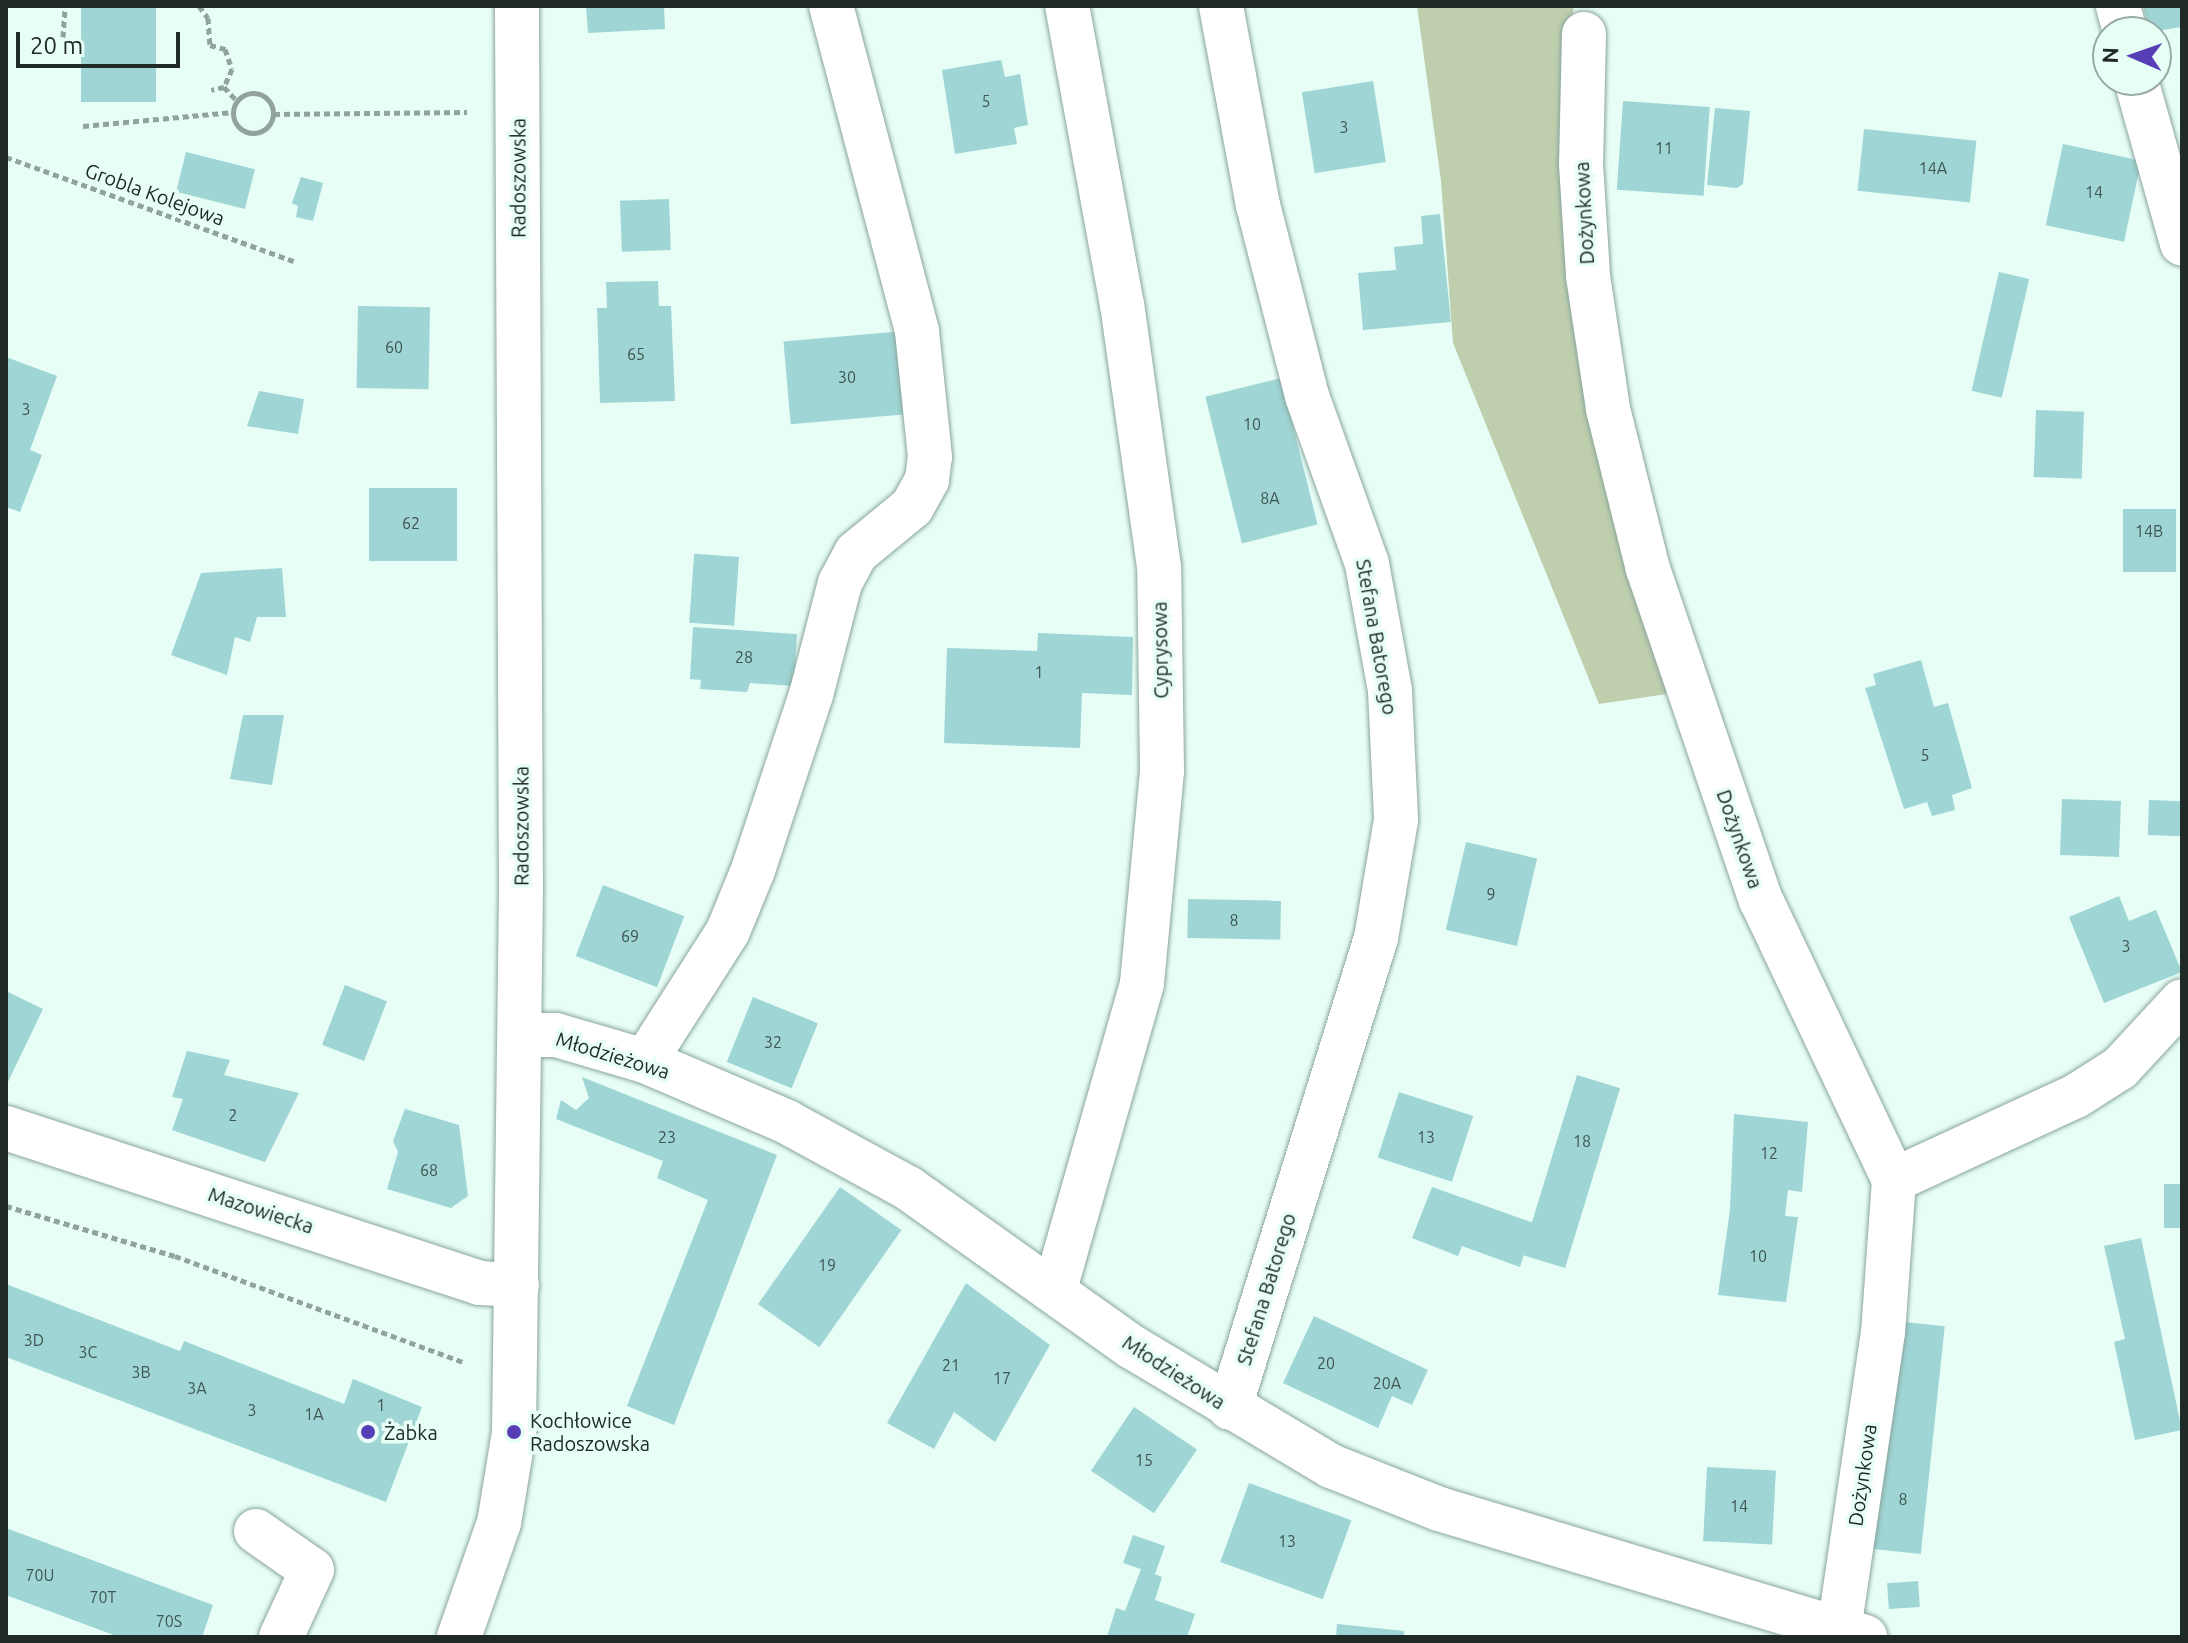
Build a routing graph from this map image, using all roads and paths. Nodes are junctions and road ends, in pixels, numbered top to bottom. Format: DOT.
graph roads {
  1 [pos="65,6"];
  2 [pos="199,6"];
  3 [pos="517,6"];
  4 [pos="831,6"];
  5 [pos="1067,6"];
  6 [pos="1221,6"];
  7 [pos="1584,34"];
  8 [pos="63,37"];
  9 [pos="224,87"];
  10 [pos="211,90"];
  11 [pos="2140,96"];
  12 [pos="237,101"];
  13 [pos="233,112"];
  14 [pos="480,112"];
  15 [pos="274,114"];
  16 [pos="83,126"];
  17 [pos="6,157"];
  18 [pos="2182,244"];
  19 [pos="294,261"];
  20 [pos="2182,1001"];
  21 [pos="520,1035"];
  22 [pos="645,1061"];
  23 [pos="6,1128"];
  24 [pos="1894,1180"];
  25 [pos="6,1206"];
  26 [pos="517,1285"];
  27 [pos="1055,1289"];
  28 [pos="471,1365"];
  29 [pos="1230,1408"];
  30 [pos="256,1531"];
  31 [pos="1852,1633"];
  32 [pos="281,1637"];
  33 [pos="459,1637"];
  1 -- 8 [label="path"];
  2 -- 9 [label="path"];
  3 -- 21 [label="street, Radoszowska"];
  4 -- 22 [label="street"];
  5 -- 27 [label="street, Cyprysowa"];
  6 -- 29 [label="street, Stefana Batorego"];
  7 -- 24 [label="street, Dożynkowa"];
  9 -- 10 [label="path"];
  9 -- 12 [label="path"];
  11 -- 18 [label="street"];
  12 -- 13 [label="path"];
  12 -- 15 [label="path"];
  13 -- 15 [label="path"];
  13 -- 16 [label="path"];
  14 -- 15 [label="path"];
  17 -- 19 [label="path, Grobla Kolejowa"];
  20 -- 24 [label="street"];
  21 -- 22 [label="street, Młodzieżowa"];
  21 -- 26 [label="street, Radoszowska"];
  22 -- 27 [label="street, Młodzieżowa"];
  23 -- 26 [label="street, Mazowiecka"];
  24 -- 31 [label="street, Dożynkowa"];
  25 -- 28 [label="path"];
  26 -- 33 [label="street, Radoszowska"];
  27 -- 29 [label="street, Młodzieżowa"];
  29 -- 31 [label="street, Młodzieżowa"];
  30 -- 32 [label="street"];
}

▸ **What is expected**
Working through the records, copy each line in which the word "Młodzieżowa" appears.

▸ **Task output**
  21 -- 22 [label="street, Młodzieżowa"];
  22 -- 27 [label="street, Młodzieżowa"];
  27 -- 29 [label="street, Młodzieżowa"];
  29 -- 31 [label="street, Młodzieżowa"];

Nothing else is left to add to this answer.